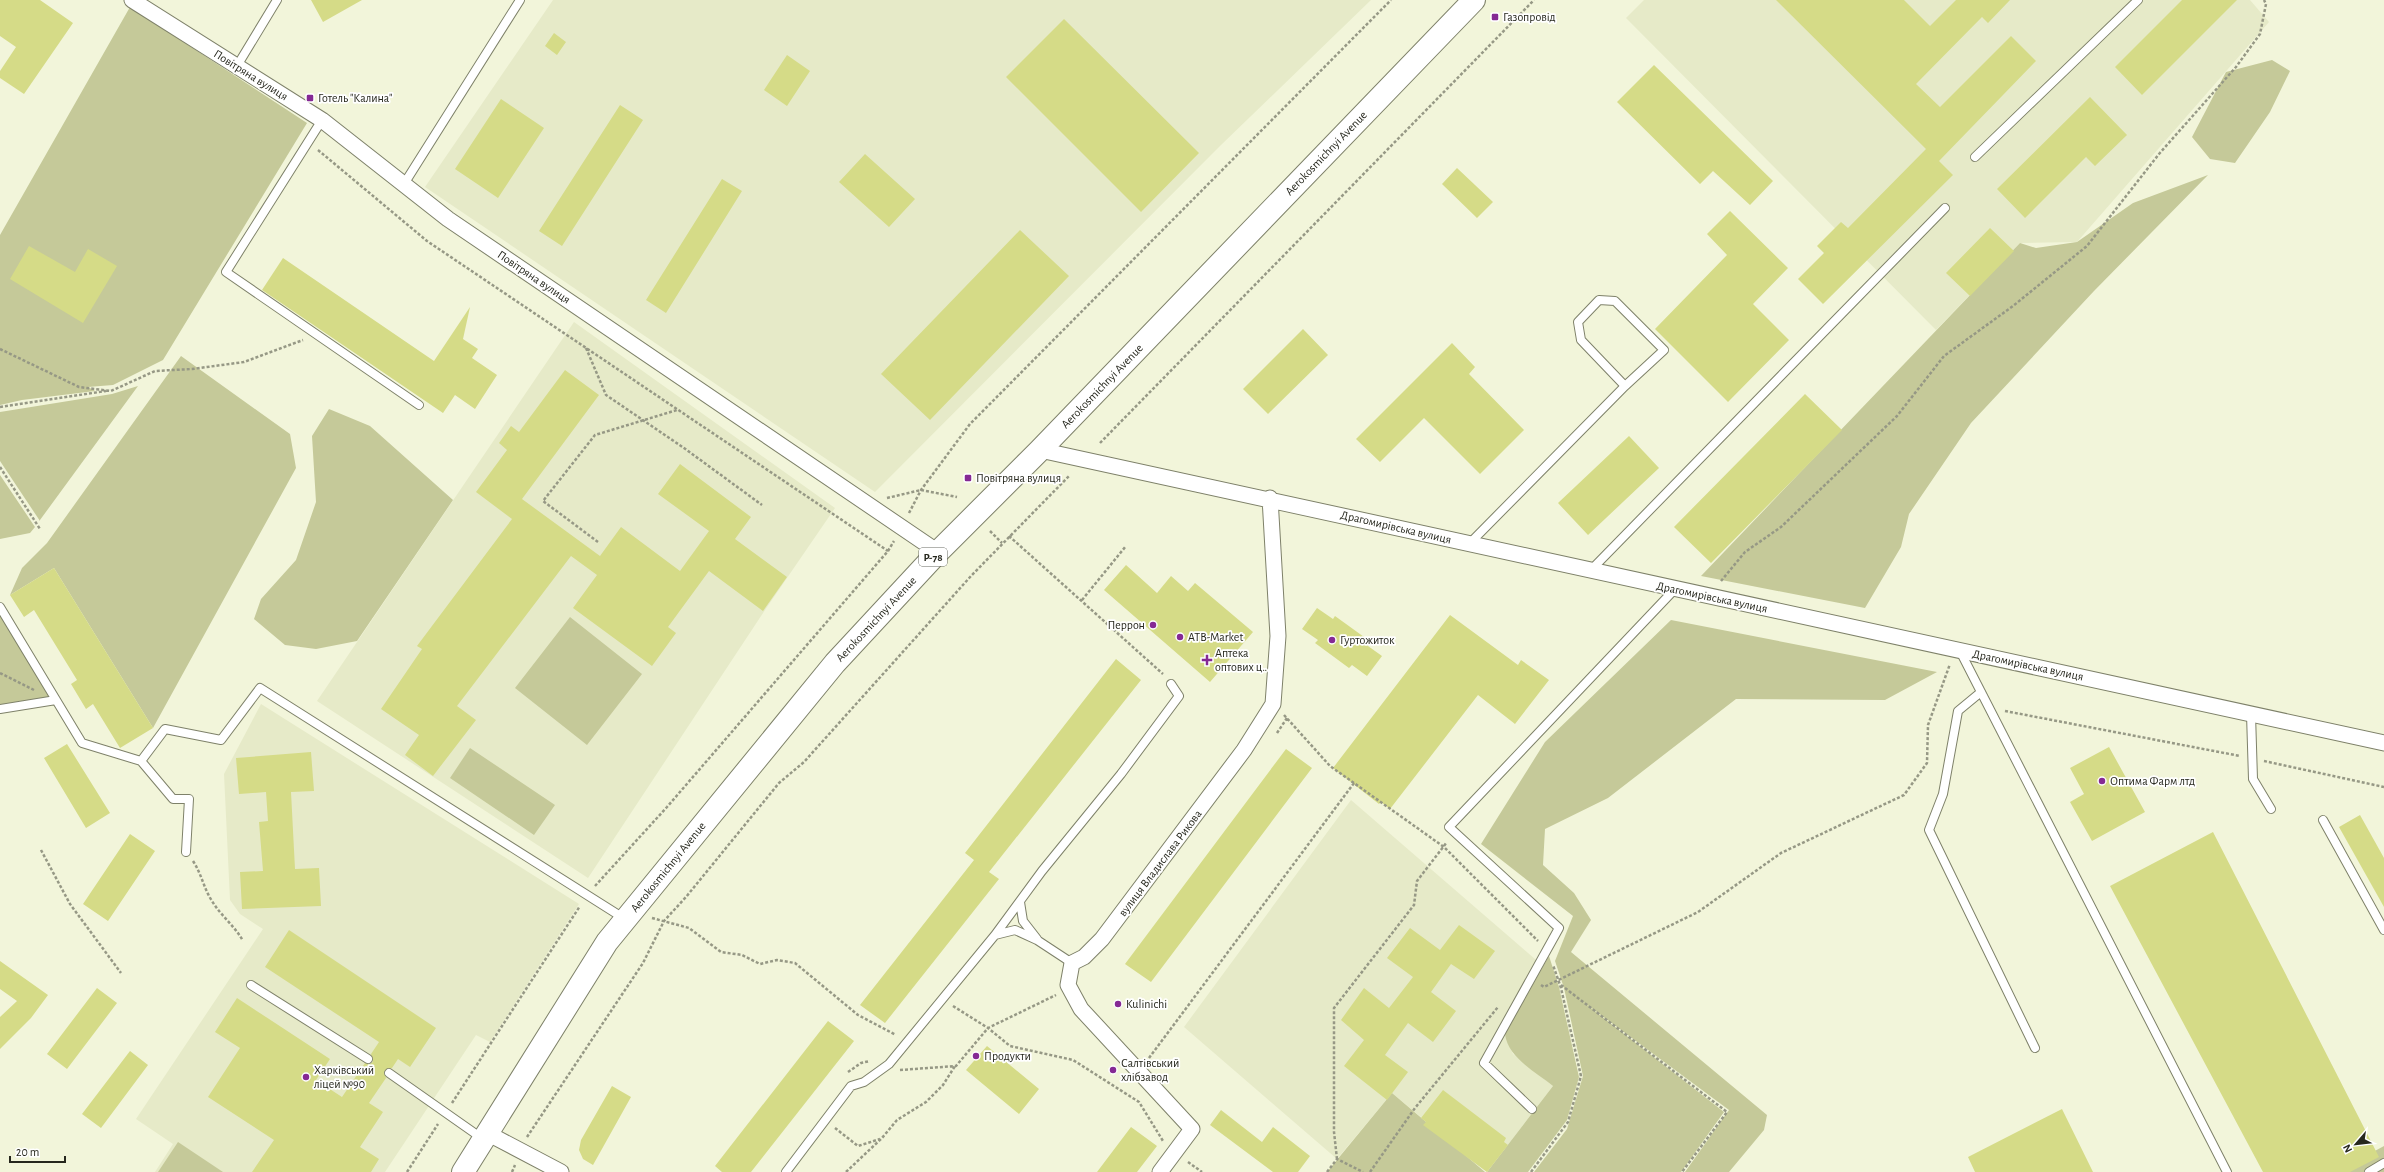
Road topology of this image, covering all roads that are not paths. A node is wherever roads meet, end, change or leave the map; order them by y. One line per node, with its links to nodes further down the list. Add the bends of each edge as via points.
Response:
1 (132, 0): 6 (street, Повітряна вулиця)
2 (277, 0): 6 (lane)
3 (520, 0): 9 (lane)
4 (1474, 0): 13 (highway, Aerokosmichnyi Avenue / Р-78)
5 (2138, 0): 8 (lane)
6 (237, 66): 7 (street, Повітряна вулиця)
7 (322, 120): 9 (street, Повітряна вулиця); 12 (lane, via 226,272)
8 (1975, 157)
9 (404, 184): 16 (street, Повітряна вулиця, via 454,223)
10 (1945, 208): 17 (lane)
11 (1625, 386): 11 (lane, via 1664,350 1615,301 1598,300 1578,322 1581,340); 15 (lane)
12 (419, 405)
13 (1040, 450): 14 (street, Драгомирівська вулиця); 16 (highway, Aerokosmichnyi Avenue / Р-78)
14 (1270, 498): 15 (street, Драгомирівська вулиця); 36 (street, вулиця Владислава Рикова, via 1278,636 1273,704 1244,750 1102,939 1084,957)
15 (1469, 544): 17 (street, Драгомирівська вулиця)
16 (938, 552): 32 (highway, Aerokosmichnyi Avenue / Р-78, via 835,663)
17 (1591, 570): 18 (street, Драгомирівська вулиця)
18 (1675, 589): 20 (street, Драгомирівська вулиця); 41 (lane, via 1449,827 1559,928 1484,1063)
19 (0, 607): 23 (lane)
20 (1960, 650): 22 (lane); 25 (street, Драгомирівська вулиця)
21 (1171, 684): 31 (lane, via 1179,696 1122,774 1042,871)
22 (1981, 692): 38 (lane, via 1958,711 1943,794 1929,830); 48 (lane)
23 (56, 700): 24 (lane); 27 (lane, via 82,743)
24 (0, 709)
25 (2251, 714): 26 (street, Драгомирівська вулиця); 28 (lane, via 2253,779)
26 (2384, 743)
27 (141, 761): 30 (lane, via 172,799 189,799); 32 (lane, via 165,730 221,740 260,688)
28 (2271, 809)
29 (2323, 820): 33 (lane)
30 (186, 852)
31 (1020, 902): 34 (lane); 35 (lane, via 1023,921)
32 (625, 919): 42 (highway, Aerokosmichnyi Avenue / Р-78, via 607,942)
33 (2384, 930)
34 (995, 935): 35 (lane, via 1015,930); 46 (lane, via 889,1064 864,1082 851,1086)
35 (1037, 940): 36 (lane)
36 (1072, 963): 47 (street, via 1068,984 1081,1009 1192,1129)
37 (251, 985): 39 (lane)
38 (2036, 1048)
39 (368, 1059)
40 (389, 1073): 42 (lane, via 446,1113)
41 (1532, 1109)
42 (485, 1136): 44 (highway, Aerokosmichnyi Avenue / Р-78); 45 (street, via 520,1150)
43 (2384, 1163): 49 (lane)
44 (463, 1172)
45 (561, 1172)
46 (786, 1172)
47 (1160, 1172)
48 (2227, 1172)
49 (2369, 1172)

^^^^^^^^

=== What to work on ===
Without including the pictures, reproduce all entries exactly.

=== Task result ===
Road topology of this image, covering all roads that are not paths. A node is wherever roads meet, end, change or leave the map; order them by y. One line per node, with its links to nodes further down the list. Add the bends of each edge as via points.
Response:
1 (132, 0): 6 (street, Повітряна вулиця)
2 (277, 0): 6 (lane)
3 (520, 0): 9 (lane)
4 (1474, 0): 13 (highway, Aerokosmichnyi Avenue / Р-78)
5 (2138, 0): 8 (lane)
6 (237, 66): 7 (street, Повітряна вулиця)
7 (322, 120): 9 (street, Повітряна вулиця); 12 (lane, via 226,272)
8 (1975, 157)
9 (404, 184): 16 (street, Повітряна вулиця, via 454,223)
10 (1945, 208): 17 (lane)
11 (1625, 386): 11 (lane, via 1664,350 1615,301 1598,300 1578,322 1581,340); 15 (lane)
12 (419, 405)
13 (1040, 450): 14 (street, Драгомирівська вулиця); 16 (highway, Aerokosmichnyi Avenue / Р-78)
14 (1270, 498): 15 (street, Драгомирівська вулиця); 36 (street, вулиця Владислава Рикова, via 1278,636 1273,704 1244,750 1102,939 1084,957)
15 (1469, 544): 17 (street, Драгомирівська вулиця)
16 (938, 552): 32 (highway, Aerokosmichnyi Avenue / Р-78, via 835,663)
17 (1591, 570): 18 (street, Драгомирівська вулиця)
18 (1675, 589): 20 (street, Драгомирівська вулиця); 41 (lane, via 1449,827 1559,928 1484,1063)
19 (0, 607): 23 (lane)
20 (1960, 650): 22 (lane); 25 (street, Драгомирівська вулиця)
21 (1171, 684): 31 (lane, via 1179,696 1122,774 1042,871)
22 (1981, 692): 38 (lane, via 1958,711 1943,794 1929,830); 48 (lane)
23 (56, 700): 24 (lane); 27 (lane, via 82,743)
24 (0, 709)
25 (2251, 714): 26 (street, Драгомирівська вулиця); 28 (lane, via 2253,779)
26 (2384, 743)
27 (141, 761): 30 (lane, via 172,799 189,799); 32 (lane, via 165,730 221,740 260,688)
28 (2271, 809)
29 (2323, 820): 33 (lane)
30 (186, 852)
31 (1020, 902): 34 (lane); 35 (lane, via 1023,921)
32 (625, 919): 42 (highway, Aerokosmichnyi Avenue / Р-78, via 607,942)
33 (2384, 930)
34 (995, 935): 35 (lane, via 1015,930); 46 (lane, via 889,1064 864,1082 851,1086)
35 (1037, 940): 36 (lane)
36 (1072, 963): 47 (street, via 1068,984 1081,1009 1192,1129)
37 (251, 985): 39 (lane)
38 (2036, 1048)
39 (368, 1059)
40 (389, 1073): 42 (lane, via 446,1113)
41 (1532, 1109)
42 (485, 1136): 44 (highway, Aerokosmichnyi Avenue / Р-78); 45 (street, via 520,1150)
43 (2384, 1163): 49 (lane)
44 (463, 1172)
45 (561, 1172)
46 (786, 1172)
47 (1160, 1172)
48 (2227, 1172)
49 (2369, 1172)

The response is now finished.